Data can be loaded from a local file (csv format) or from a Table/View from Database. Data Import from a Table is done through ODBC. The data is expected in a Tabular format, with clear headers for ID, Text, Date, Location etc. ID identifying each Comment is mandatory, although Date and Location are optional. They are used primarily for Trend Analysis.
This utility provides the most frequent mentions in the form of a Wordcloud. User has the option to generate Wordclouds in two ways - Overall or Context Based. Overall Option generates Wordcloud for all the words combined together. Context Based generates three Separate Wordclouds based on Part of Speech grouping - Nouns, Verbs and Adjectives.

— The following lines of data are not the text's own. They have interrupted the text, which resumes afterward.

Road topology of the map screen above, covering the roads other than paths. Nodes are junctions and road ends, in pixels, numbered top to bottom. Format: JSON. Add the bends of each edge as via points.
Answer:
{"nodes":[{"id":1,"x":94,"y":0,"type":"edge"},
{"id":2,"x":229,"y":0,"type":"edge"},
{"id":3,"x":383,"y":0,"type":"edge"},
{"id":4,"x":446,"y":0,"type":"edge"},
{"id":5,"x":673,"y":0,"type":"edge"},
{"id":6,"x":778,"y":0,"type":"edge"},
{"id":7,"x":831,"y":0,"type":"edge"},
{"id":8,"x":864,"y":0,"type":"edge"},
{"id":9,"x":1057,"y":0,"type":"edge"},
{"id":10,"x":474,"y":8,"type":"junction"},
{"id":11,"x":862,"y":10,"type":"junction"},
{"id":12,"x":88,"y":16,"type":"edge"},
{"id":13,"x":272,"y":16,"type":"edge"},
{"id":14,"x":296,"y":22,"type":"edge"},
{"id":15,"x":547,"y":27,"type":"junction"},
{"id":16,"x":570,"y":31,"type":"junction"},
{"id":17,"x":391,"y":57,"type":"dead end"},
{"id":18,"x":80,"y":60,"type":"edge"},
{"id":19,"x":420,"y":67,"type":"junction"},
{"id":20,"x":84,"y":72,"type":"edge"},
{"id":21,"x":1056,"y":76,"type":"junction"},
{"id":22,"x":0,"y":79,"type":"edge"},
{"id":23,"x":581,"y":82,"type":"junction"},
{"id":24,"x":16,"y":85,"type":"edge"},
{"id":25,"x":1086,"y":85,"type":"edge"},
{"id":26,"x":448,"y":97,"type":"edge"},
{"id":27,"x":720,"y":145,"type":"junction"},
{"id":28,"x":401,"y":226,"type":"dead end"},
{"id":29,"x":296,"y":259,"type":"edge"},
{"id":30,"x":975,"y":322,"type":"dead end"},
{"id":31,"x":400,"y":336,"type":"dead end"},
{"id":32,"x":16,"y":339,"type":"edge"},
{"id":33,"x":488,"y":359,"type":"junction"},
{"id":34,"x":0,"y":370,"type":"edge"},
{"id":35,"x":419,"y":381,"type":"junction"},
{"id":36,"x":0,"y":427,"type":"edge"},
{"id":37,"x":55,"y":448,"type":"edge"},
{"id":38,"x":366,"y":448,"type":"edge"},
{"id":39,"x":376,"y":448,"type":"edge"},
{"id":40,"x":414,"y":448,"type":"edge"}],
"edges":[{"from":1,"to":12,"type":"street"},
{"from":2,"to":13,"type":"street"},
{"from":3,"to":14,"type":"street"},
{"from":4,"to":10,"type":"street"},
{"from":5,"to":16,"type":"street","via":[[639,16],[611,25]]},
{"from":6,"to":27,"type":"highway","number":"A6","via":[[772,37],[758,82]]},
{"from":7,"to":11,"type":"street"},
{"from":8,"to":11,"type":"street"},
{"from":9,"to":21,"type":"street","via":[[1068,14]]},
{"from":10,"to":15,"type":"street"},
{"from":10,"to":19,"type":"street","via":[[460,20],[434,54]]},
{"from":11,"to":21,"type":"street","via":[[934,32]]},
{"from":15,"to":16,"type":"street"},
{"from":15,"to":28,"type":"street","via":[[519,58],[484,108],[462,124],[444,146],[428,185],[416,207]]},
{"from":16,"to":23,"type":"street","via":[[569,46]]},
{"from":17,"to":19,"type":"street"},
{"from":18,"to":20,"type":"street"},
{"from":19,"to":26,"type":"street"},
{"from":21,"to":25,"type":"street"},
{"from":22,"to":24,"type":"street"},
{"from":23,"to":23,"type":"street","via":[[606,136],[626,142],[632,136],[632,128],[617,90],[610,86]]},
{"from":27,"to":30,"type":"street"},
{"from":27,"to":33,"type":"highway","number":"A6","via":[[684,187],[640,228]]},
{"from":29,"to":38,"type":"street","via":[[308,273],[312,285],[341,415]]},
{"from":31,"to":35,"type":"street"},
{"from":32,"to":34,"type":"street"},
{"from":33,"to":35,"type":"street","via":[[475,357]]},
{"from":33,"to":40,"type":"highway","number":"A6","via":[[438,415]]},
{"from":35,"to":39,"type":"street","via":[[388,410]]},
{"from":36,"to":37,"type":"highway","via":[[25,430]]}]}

Context Based word distribution can be more insightful. However Context Based option would take more time due to Parts of Speech tagging of the words.
Overall Option generates two Worclouds. The Wordcloud on the left is a Global Wordcloud, which is based on the entire Text Corpus. Minimum Frequency refers to cutoff value for frequency of words and removes very less frequent words. Maximum Words controls the number of words to be displayed. The default values for them are 5 and 50 respectively. A lower Maximum words and higher Minimum Frequency is recommended as the data size grows. User can query all the comments containing a particular word by giving it as an input in the Keyword Input Box. One can provide combination of words too, by using AND & OR. A wordcloud on the Query results is displayed on the right side.

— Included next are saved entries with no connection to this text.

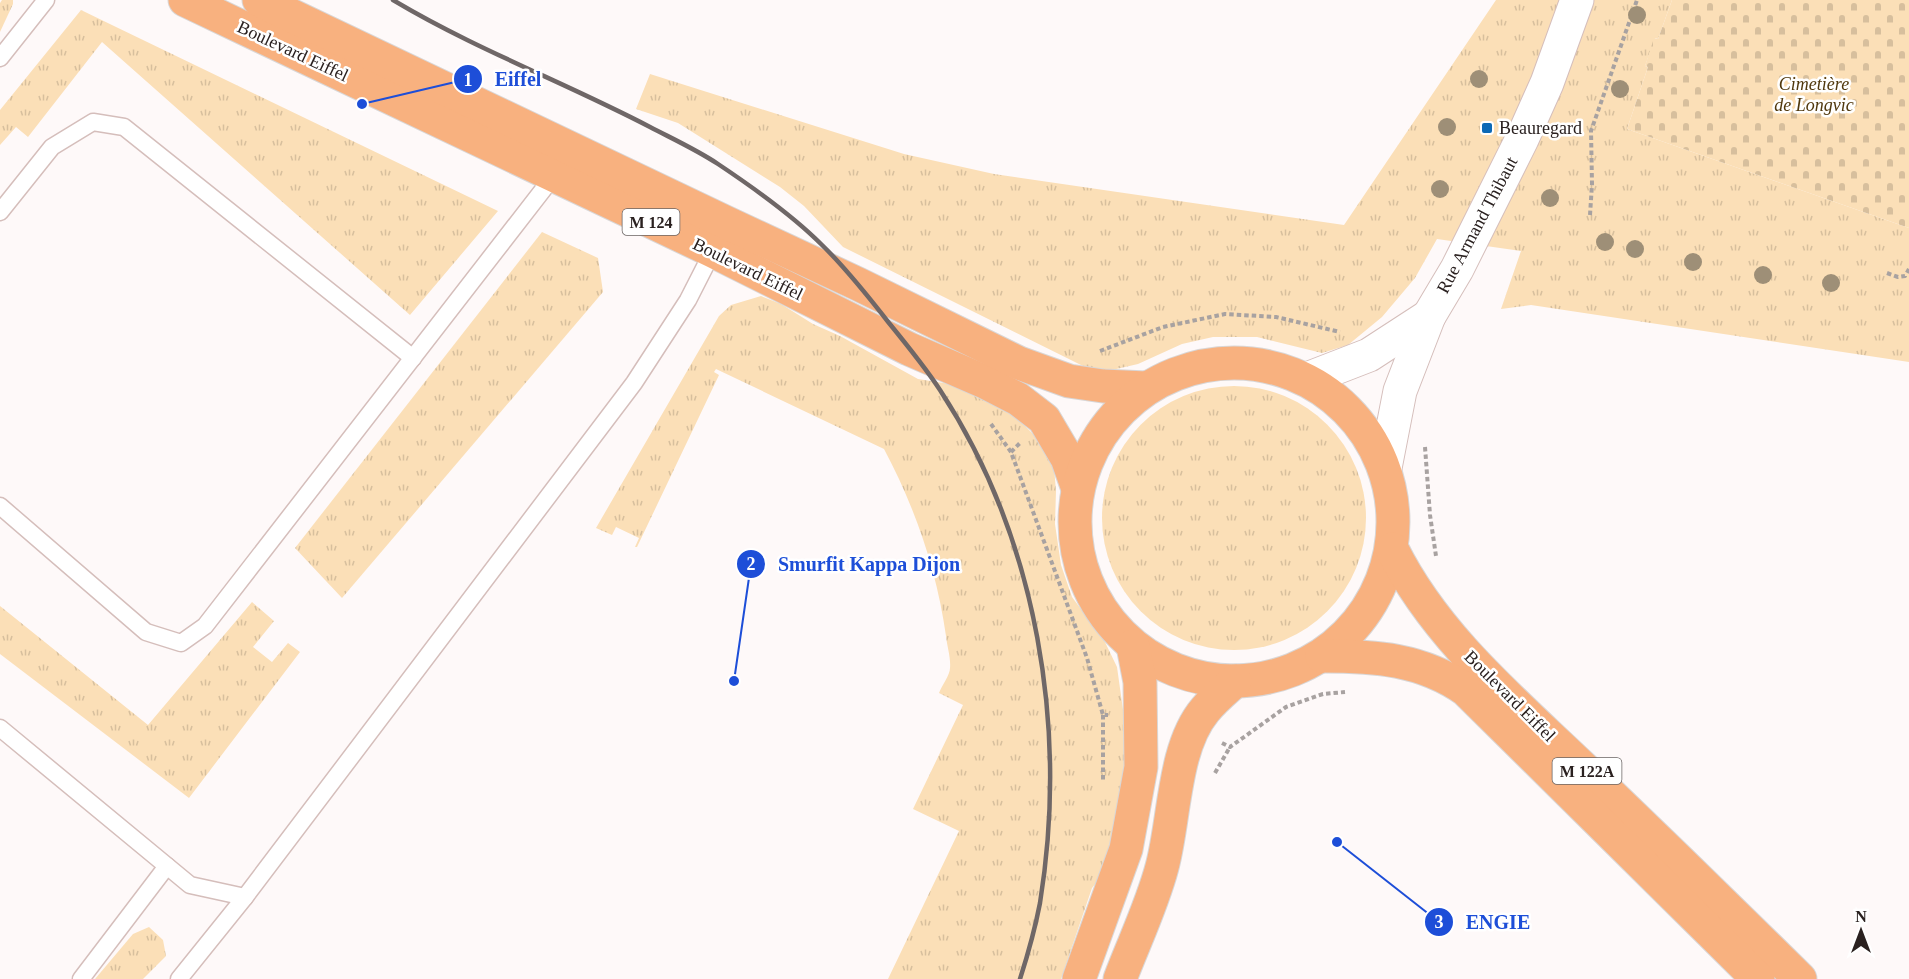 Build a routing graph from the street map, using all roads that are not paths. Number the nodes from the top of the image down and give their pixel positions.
1 (46, 0) edge
2 (185, 0) edge
3 (259, 0) edge
4 (1577, 0) edge
5 (0, 58) edge
6 (562, 162) junction
7 (0, 212) edge
8 (720, 237) junction
9 (1429, 316) junction
10 (413, 358) junction
11 (1307, 379) junction
12 (1146, 388) junction
13 (1385, 468) junction
14 (1077, 486) junction
15 (0, 506) edge
16 (1392, 549) junction
17 (1133, 646) junction
18 (1322, 656) junction
19 (1235, 681) junction
20 (0, 728) edge
21 (167, 866) junction
22 (245, 897) junction
23 (81, 979) edge
24 (179, 979) edge
25 (1079, 979) edge
26 (1120, 979) edge
27 (1758, 979) edge
28 (1800, 979) edge

1 - 5 lane
2 - 6 main road, Boulevard Eiffel / M 124
3 - 6 main road, Boulevard Eiffel / M 124
4 - 9 street, Rue Armand Thibaut
6 - 8 main road, Boulevard Eiffel / M 124
6 - 10 lane
7 - 10 lane
8 - 12 main road, Boulevard Eiffel / M 124
8 - 14 main road, Boulevard Eiffel / M 124
8 - 22 lane
9 - 11 street, Rue Armand Thibaut
9 - 13 street, Rue Armand Thibaut
10 - 15 lane
11 - 12 main road
11 - 13 main road
12 - 14 main road
13 - 16 main road
14 - 17 main road
16 - 18 main road
16 - 28 main road, Boulevard Eiffel / M 122A
17 - 19 main road
17 - 25 main road
18 - 19 main road
18 - 27 main road, Boulevard Eiffel / M 122A
19 - 26 main road
20 - 21 lane
21 - 22 lane
21 - 23 lane
22 - 24 lane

User can remove an obvious or redundant Word from the Wordcloud by typing it in STOPWORD Input Box. Once again, one can provide multiple words by separating them with Comma(no space after comma).
Sentiment Analysis provides Sentiment Score for each Dimensions extracted from the overall Text Corpus as well as for each Comment, which is idetified by ID. It provides Positive and Negative Sentiment Scores separately. The Histogram (Bar Charts) shows the distribution of Sentiment Score. The Sentiment Score near the peak gives an overall indication of the sentiment. Hence if the Peak and Bigger Bars are on the Positive Side on X-axis, the overall Sentiment should be construed as Positive and vice versa. In addition to that no. of occurences of a particular Dimension is represented in the form of Count. These measures can be sorted in the Table or a Dimension can be searched. A Criticality Score, combining all these measures is also provided. Sentiment Analysis may take several minutes if number of comments is relatively higher.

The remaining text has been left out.